Decía Eduardo
Mendoza que este no es un país pobre. Este es un país de pobres. En un país
pobre, cada cual se arregla como puede, con lo que tiene. Aquí uno cuenta lo
que tiene y lo que deja de tener sin que nadie le pregunte. A mi entender, se
vive de tejas para afuera y eso nos mata. En los pueblos ya no se sabe muy bien
si hay deseos de marcharse o ganas de quedarse. Las personas son como los
árboles, que a determinada edad ya no pueden ser transplantados. Cuando yo era
niño, recuerdo que la diversión de los lugareños ociosos consistía en colocarse
cerca de la carretera o en la terraza del único bar y casa de comidas (los
lugareños decían “el restaurant”)
para ver pasar automóviles en dos direcciones, ora hacia Madrid, ora hacia
Barcelona; y, de paso, poder prestar atención a los clientes que hacían un alto
en el camino para llenar la andorga. Otros vecinos preferían sentarse en el
interior del bar, para tomar café y ver la televisión. Daba igual el programa
que pusiesen en la única cadena que entonces existía: un informativo leído por
un serio locutor, un programa soporífero
a mayor gloria del Caudillo, o un
telefilm infame con doblaje portorriqueño. Las ondas hertzianas desplegaban
sobre el televidente un raro poder capaz de producir modorra y paliar la
sensación de soledad. A los clientes del comedor no se les veía. Quedaban
tapados por un biombo. Sólo se escuchaban murmullos y alguna carcajada.
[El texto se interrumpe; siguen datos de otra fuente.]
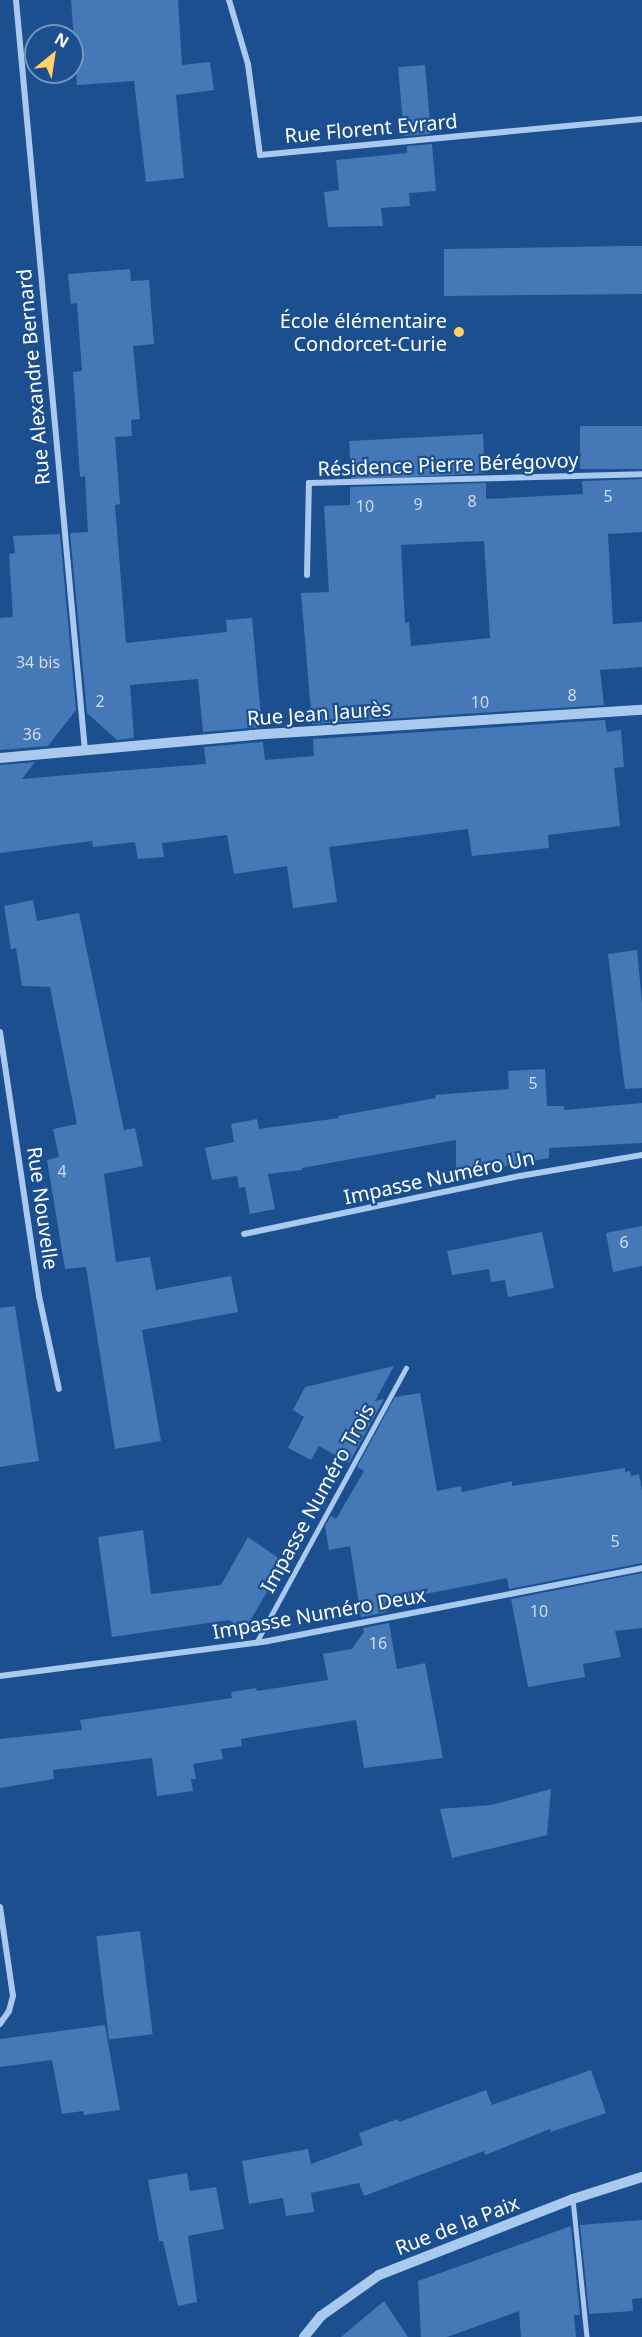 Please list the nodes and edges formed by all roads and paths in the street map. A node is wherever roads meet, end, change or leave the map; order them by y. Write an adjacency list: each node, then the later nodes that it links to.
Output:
1 (16, 0): 7 (street, Rue Alexandre Bernard)
2 (229, 0): 3 (street, Rue Florent Evrard)
3 (642, 119)
4 (642, 474): 5 (street, Résidence Pierre Bérégovoy)
5 (307, 575)
6 (642, 710): 7 (street, Rue Jean Jaurès)
7 (85, 751): 8 (street, Rue Jean Jaurès)
8 (0, 758)
9 (0, 1032): 13 (street, Rue Nouvelle)
10 (642, 1155): 11 (street, Impasse Numéro Un)
11 (244, 1234)
12 (406, 1368): 15 (lane, Impasse Numéro Trois)
13 (59, 1389)
14 (642, 1569): 15 (street, Impasse Numéro Deux)
15 (256, 1643): 16 (street, Impasse Numéro Deux)
16 (0, 1676)
17 (0, 1907): 18 (street)
18 (0, 2024)
19 (642, 2177): 20 (street, Rue de la Paix)
20 (573, 2199): 21 (street, Rue de la Paix); 22 (lane)
21 (304, 2337)
22 (587, 2337) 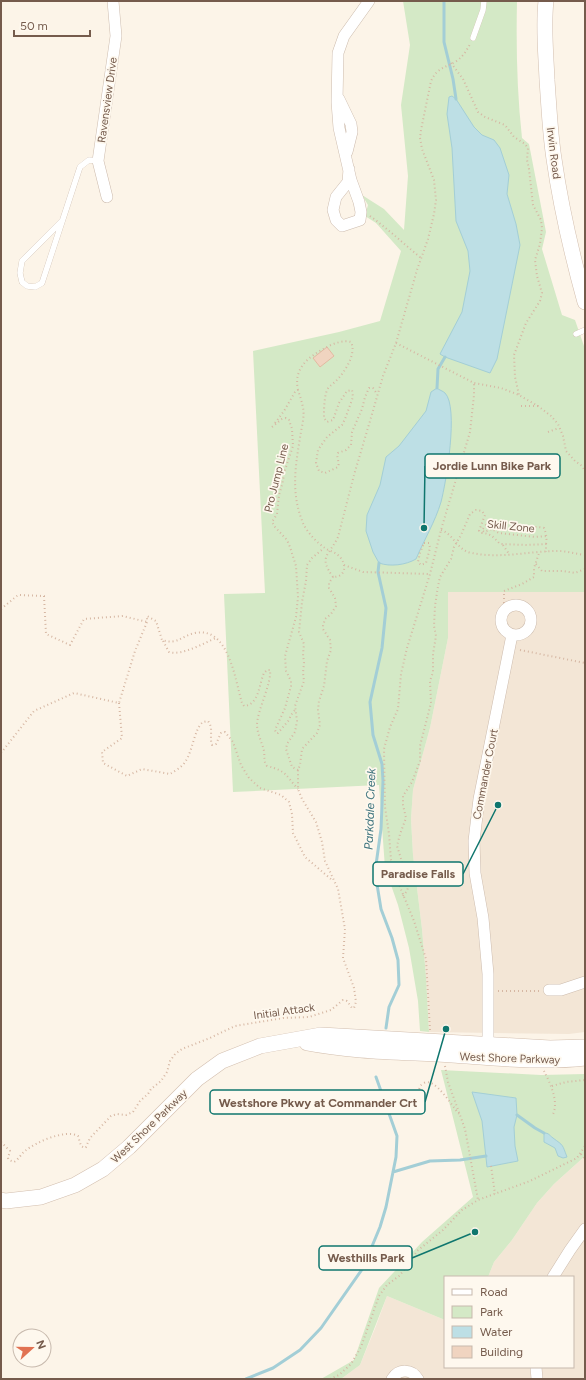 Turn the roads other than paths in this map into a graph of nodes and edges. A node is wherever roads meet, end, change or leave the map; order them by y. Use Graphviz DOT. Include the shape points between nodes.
graph roads {
  1 [pos="113,1"];
  2 [pos="369,1"];
  3 [pos="484,1"];
  4 [pos="546,1"];
  5 [pos="473,38"];
  6 [pos="98,161"];
  7 [pos="349,169"];
  8 [pos="107,197"];
  9 [pos="62,221"];
  10 [pos="585,302"];
  11 [pos="585,330"];
  12 [pos="576,334"];
  13 [pos="512,635"];
  14 [pos="585,982"];
  15 [pos="546,991"];
  16 [pos="585,1047"];
  17 [pos="488,1051"];
  18 [pos="585,1058"];
  19 [pos="1,1200"];
  20 [pos="585,1229"];
  21 [pos="554,1276"];
  22 [pos="536,1368"];
  23 [pos="392,1379"];
  24 [pos="418,1379"];
  25 [pos="537,1379"];
  1 -- 6 [label="street, Ravensview Drive" via="116,36"];
  2 -- 7 [label="street" via="344,36 338,54 337,96 351,124 352,132 346,157"];
  3 -- 5 [label="lane"];
  4 -- 10 [label="main road, Irwin Road" via="544,28 554,158 572,255"];
  6 -- 8 [label="street, Ravensview Drive"];
  6 -- 9 [label="lane" via="89,160 80,167"];
  7 -- 7 [label="street" via="348,182 336,198 333,210 336,220 342,226 360,220 361,210"];
  9 -- 9 [label="lane" via="42,283 35,287 27,286 22,282 20,273 22,261"];
  11 -- 12 [label="lane"];
  13 -- 17 [label="street, Commander Court" via="479,799 474,841 475,873 488,968"];
  14 -- 15 [label="street" via="561,990"];
  16 -- 17 [label="main road, West Shore Parkway"];
  17 -- 18 [label="main road, West Shore Parkway" via="550,1060"];
  17 -- 19 [label="main road, West Shore Parkway" via="360,1050 292,1040 260,1046 222,1061 197,1079 129,1147 103,1169 74,1185 41,1197"];
  20 -- 21 [label="street"];
  22 -- 25 [label="street"];
  23 -- 24 [label="street" via="398,1373 408,1371"];
}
Pero
desde la cocina hasta aquel habitáculo utilizado como refectorio desfilaba por
el pasillo estrecho una camarera-gancho de carnes apretadas y escote de barco
con platos llenos y vacíos de los comensales, en su mayoría camioneros y
viajantes de comercio al por mayor y al detall, que a nadie dejaba indiferente.
Los lugareños sólo conocían el comedor de cuando habían sido invitados en algún
banquete de boda o en algún servicio de lunch con motivo de una comunión. En
este país de pobres siempre hubo un permanente estado de insatisfacción incluso
cuando se debería estar satisfecho. Es lo que los psicólogos definen como síndrome de Polícrates, ideado por Freud y referido aquel tirano de Samos
que temía que los dioses castigasen su excesiva felicidad. De nada sirve tirar
el anillo de Salomón al agua, como
hizo Polícrates, en un vano intento
de aplacar a esos dioses. Siempre volverá el anillo a la playa vomitado por un
pez.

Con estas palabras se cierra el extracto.